Why wait when Beardski is available today? :laugh:


----------



## grafta (Dec 21, 2009)

Hey kiwi dude (or dude-ette). Welcome to this place and to riding in general!

I started riding at 29, never looked back. It takes over winter life for sure, but that's a good thing (helps that my gf skis and is hooked on shred too).

Ah yeh, i'm from the bay of plenty and before coming to live in bc was in auckland for bout 10yrs. 
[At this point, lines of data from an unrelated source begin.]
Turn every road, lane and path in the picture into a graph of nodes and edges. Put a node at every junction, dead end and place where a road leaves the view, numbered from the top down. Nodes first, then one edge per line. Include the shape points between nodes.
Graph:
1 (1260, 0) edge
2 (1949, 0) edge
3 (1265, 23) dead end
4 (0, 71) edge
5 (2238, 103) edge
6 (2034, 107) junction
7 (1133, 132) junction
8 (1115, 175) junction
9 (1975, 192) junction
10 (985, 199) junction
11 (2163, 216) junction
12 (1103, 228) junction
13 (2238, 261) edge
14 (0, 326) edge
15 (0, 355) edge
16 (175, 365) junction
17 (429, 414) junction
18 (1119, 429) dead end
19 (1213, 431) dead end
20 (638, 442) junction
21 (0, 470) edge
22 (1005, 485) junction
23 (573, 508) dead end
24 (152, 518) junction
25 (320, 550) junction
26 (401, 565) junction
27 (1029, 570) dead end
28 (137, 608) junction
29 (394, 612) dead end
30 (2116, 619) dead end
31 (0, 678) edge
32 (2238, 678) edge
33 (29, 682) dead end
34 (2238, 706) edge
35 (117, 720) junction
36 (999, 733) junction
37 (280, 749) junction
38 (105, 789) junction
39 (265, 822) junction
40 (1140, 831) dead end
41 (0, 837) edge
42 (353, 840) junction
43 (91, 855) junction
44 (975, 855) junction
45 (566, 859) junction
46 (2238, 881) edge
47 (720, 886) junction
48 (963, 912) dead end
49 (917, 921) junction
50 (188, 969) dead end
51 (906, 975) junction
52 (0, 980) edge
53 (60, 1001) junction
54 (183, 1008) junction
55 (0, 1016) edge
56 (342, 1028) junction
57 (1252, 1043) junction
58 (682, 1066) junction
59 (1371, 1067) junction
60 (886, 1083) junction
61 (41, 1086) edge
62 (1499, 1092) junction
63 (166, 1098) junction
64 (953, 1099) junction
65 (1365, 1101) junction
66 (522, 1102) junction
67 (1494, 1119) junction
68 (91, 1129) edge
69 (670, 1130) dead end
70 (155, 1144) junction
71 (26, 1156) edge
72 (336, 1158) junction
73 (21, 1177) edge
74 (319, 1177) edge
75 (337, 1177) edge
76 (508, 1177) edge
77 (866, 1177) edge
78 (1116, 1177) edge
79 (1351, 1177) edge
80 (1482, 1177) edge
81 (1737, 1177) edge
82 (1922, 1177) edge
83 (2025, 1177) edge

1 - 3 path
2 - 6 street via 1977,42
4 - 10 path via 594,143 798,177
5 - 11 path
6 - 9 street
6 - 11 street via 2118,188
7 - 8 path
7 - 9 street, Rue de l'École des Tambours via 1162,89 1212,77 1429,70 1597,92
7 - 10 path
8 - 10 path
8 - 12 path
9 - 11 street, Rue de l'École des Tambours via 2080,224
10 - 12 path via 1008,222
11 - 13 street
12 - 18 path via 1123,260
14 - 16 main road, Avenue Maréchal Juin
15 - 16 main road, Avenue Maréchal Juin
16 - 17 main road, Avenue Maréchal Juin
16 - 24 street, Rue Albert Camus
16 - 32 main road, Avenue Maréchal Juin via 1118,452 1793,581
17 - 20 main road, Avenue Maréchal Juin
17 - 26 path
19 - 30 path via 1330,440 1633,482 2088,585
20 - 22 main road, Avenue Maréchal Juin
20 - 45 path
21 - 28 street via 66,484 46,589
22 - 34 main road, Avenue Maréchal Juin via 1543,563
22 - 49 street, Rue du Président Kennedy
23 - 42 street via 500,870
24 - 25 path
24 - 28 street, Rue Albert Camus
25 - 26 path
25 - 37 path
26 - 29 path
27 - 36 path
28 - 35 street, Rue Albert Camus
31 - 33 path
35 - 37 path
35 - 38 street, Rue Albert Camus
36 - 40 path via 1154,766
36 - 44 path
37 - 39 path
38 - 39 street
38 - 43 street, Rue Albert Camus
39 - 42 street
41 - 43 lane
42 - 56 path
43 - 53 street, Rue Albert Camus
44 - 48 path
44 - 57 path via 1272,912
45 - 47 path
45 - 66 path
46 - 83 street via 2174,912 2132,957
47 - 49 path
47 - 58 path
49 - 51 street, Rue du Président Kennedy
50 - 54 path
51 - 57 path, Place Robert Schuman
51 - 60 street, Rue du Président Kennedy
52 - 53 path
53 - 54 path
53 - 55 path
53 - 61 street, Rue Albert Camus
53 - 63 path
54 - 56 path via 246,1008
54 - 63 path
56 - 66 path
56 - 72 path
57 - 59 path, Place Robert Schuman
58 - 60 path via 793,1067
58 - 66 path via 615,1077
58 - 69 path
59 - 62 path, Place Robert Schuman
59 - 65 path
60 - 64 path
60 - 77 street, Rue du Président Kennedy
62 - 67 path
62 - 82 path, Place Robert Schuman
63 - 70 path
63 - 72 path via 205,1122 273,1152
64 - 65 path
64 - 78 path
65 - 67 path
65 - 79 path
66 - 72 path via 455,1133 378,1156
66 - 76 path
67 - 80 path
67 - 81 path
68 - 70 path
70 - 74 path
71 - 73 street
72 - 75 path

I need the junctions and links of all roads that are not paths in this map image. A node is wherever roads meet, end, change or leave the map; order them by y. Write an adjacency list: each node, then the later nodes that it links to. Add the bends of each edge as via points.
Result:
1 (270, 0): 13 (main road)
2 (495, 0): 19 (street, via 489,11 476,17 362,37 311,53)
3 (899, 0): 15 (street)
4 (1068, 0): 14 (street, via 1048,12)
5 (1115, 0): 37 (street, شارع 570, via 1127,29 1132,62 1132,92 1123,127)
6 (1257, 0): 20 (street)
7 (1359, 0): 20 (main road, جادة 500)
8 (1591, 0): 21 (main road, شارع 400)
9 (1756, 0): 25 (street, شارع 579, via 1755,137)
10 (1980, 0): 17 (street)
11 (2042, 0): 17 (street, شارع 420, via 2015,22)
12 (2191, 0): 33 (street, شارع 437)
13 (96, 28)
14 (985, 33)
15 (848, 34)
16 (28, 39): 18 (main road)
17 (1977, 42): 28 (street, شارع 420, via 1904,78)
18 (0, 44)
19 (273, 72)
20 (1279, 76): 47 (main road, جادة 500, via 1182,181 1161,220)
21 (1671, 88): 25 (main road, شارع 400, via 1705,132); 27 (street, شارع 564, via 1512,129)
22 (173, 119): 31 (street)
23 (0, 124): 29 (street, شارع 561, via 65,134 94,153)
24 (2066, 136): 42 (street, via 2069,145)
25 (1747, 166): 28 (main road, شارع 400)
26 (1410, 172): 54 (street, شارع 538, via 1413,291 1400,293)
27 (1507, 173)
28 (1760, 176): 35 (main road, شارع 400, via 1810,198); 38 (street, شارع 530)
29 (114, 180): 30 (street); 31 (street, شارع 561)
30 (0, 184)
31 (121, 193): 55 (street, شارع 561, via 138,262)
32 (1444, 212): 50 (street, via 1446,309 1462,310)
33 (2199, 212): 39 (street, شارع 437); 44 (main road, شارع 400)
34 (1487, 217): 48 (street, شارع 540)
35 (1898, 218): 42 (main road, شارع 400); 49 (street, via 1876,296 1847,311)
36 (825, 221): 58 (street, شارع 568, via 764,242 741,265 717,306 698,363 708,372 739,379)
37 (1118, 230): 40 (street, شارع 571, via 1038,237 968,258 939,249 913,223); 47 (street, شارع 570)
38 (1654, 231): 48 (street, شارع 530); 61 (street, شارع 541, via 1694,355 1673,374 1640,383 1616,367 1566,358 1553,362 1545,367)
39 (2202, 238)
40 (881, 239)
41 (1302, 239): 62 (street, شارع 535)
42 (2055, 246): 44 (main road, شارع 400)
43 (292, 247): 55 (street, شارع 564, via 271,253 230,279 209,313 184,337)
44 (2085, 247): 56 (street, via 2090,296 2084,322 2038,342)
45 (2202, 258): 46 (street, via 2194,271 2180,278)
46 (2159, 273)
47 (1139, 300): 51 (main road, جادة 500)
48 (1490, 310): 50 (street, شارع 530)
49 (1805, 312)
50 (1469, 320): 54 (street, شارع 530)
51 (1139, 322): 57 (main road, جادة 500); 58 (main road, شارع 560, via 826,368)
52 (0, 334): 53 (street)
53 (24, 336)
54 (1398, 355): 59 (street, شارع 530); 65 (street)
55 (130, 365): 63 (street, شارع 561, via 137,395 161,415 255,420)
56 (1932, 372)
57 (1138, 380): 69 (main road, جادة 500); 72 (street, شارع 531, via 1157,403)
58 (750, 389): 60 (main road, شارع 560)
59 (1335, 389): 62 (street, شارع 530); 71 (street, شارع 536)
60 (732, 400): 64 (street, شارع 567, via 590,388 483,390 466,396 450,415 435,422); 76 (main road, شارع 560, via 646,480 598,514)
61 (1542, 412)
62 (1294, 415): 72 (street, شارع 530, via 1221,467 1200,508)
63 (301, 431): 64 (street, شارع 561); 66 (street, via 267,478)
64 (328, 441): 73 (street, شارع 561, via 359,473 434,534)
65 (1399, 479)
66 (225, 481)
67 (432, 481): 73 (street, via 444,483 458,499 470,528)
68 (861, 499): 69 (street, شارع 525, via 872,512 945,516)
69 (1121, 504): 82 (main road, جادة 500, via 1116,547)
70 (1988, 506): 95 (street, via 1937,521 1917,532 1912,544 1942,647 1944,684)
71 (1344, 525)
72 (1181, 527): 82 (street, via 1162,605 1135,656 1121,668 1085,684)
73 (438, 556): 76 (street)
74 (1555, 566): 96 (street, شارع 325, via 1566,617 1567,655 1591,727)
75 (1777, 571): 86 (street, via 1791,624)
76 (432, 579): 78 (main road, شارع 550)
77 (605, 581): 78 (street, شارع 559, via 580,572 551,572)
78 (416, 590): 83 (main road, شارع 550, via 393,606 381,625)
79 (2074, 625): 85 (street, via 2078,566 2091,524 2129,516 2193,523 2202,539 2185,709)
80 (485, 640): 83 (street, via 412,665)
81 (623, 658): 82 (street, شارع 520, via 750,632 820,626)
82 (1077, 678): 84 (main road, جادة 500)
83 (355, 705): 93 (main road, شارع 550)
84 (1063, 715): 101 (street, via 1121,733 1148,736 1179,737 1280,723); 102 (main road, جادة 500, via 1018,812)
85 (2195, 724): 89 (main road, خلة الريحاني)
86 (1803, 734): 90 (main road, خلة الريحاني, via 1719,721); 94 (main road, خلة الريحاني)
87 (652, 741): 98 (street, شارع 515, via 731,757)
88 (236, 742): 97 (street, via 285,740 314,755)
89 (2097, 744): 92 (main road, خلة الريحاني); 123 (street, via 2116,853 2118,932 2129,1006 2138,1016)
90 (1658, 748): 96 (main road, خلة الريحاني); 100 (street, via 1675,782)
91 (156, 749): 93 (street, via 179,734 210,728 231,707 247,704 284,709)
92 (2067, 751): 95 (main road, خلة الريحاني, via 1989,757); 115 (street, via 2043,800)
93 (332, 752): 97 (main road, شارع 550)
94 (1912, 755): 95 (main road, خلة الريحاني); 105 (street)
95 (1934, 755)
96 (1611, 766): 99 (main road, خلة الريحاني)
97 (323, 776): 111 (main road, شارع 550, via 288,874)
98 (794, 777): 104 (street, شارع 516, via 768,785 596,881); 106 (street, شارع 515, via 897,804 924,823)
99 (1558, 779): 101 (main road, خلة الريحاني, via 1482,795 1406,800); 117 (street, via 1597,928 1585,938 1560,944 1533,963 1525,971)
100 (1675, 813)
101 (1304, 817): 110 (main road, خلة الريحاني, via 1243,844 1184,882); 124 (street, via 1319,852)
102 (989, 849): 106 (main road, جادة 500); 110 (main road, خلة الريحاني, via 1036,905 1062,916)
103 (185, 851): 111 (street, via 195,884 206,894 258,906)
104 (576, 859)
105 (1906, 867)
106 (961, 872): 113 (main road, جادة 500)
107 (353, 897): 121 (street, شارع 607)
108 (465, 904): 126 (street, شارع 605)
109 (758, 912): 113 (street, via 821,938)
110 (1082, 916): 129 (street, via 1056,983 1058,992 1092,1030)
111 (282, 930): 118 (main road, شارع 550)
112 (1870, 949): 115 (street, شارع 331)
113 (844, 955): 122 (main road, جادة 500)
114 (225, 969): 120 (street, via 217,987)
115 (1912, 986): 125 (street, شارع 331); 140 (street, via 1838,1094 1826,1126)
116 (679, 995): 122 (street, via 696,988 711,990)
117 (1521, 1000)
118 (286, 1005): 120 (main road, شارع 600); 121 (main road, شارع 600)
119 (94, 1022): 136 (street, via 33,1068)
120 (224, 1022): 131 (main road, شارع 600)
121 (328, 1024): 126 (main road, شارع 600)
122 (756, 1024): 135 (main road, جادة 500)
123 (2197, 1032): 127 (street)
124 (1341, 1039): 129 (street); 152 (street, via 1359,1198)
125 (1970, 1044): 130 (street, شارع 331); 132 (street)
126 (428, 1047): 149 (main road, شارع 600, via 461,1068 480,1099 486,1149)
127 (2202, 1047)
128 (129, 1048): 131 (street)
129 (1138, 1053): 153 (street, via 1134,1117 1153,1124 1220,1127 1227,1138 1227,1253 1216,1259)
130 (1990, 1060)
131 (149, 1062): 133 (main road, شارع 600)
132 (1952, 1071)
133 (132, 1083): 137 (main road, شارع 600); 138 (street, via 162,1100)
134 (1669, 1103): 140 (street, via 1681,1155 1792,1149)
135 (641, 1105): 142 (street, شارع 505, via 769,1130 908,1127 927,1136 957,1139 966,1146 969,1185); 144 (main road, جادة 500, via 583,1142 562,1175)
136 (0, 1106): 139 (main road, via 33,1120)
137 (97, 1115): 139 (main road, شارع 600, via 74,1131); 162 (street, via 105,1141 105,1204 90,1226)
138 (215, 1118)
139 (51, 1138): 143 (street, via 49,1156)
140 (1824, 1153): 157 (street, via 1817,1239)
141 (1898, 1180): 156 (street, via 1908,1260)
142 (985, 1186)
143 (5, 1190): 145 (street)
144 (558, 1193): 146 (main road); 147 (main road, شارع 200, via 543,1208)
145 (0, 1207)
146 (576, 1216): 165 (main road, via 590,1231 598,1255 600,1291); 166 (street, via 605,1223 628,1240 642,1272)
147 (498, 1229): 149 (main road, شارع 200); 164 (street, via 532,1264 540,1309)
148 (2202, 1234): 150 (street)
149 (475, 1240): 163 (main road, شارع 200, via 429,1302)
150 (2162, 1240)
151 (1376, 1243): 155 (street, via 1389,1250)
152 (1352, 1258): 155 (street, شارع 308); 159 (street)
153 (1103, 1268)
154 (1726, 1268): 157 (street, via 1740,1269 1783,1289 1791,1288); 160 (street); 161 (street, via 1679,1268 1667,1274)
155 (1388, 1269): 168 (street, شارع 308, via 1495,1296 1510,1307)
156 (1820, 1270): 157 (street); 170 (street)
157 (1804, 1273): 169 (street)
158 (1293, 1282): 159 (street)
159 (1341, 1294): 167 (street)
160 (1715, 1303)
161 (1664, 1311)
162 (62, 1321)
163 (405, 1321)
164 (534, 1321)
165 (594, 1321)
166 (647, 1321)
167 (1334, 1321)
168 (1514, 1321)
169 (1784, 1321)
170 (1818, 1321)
Always keen to hear what riding in the southern hemisphere is like, keep us posted!


----------



## ddnz (Feb 19, 2012)

Hey man
No idea what snowboarding in the southern hemisphere is like! I never tried while I lived there...been in Europe for the last 11 years...but am heading back there in July, so will definitely head up to Whakapapa or down to Queenstown to check it out. Canada must be awesome though!
Later!


----------



## poutanen (Dec 22, 2011)

ddnz said:


> Canada must be awesome though!


Yes. Yes it is.  My season started mid-november (hill was open for Oct 31st I think), and from what I hear I'll be boarding on May 24th long weekend still.

The variety of terrain in Aberta and BC is amazing, never thought there was a place like this when I grew up in Ontario where a 720 foot hill is great. :laugh:


----------